## AIM OF THE TASK
Copy all of the data that follows without altering a word.

[Saved data entries]
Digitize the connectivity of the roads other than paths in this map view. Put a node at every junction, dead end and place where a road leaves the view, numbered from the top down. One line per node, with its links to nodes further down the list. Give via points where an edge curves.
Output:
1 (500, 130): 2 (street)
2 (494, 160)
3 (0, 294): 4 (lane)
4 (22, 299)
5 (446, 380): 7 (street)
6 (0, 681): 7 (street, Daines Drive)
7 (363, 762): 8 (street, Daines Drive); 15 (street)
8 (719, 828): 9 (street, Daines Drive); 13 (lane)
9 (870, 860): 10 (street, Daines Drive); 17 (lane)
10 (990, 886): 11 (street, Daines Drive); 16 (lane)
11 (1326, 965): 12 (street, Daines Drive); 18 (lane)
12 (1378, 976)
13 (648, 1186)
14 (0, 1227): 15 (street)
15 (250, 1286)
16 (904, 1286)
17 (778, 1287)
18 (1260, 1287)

## SOLVED EXERCISE
Digitize the connectivity of the roads other than paths in this map view. Put a node at every junction, dead end and place where a road leaves the view, numbered from the top down. One line per node, with its links to nodes further down the list. Give via points where an edge curves.
Output:
1 (500, 130): 2 (street)
2 (494, 160)
3 (0, 294): 4 (lane)
4 (22, 299)
5 (446, 380): 7 (street)
6 (0, 681): 7 (street, Daines Drive)
7 (363, 762): 8 (street, Daines Drive); 15 (street)
8 (719, 828): 9 (street, Daines Drive); 13 (lane)
9 (870, 860): 10 (street, Daines Drive); 17 (lane)
10 (990, 886): 11 (street, Daines Drive); 16 (lane)
11 (1326, 965): 12 (street, Daines Drive); 18 (lane)
12 (1378, 976)
13 (648, 1186)
14 (0, 1227): 15 (street)
15 (250, 1286)
16 (904, 1286)
17 (778, 1287)
18 (1260, 1287)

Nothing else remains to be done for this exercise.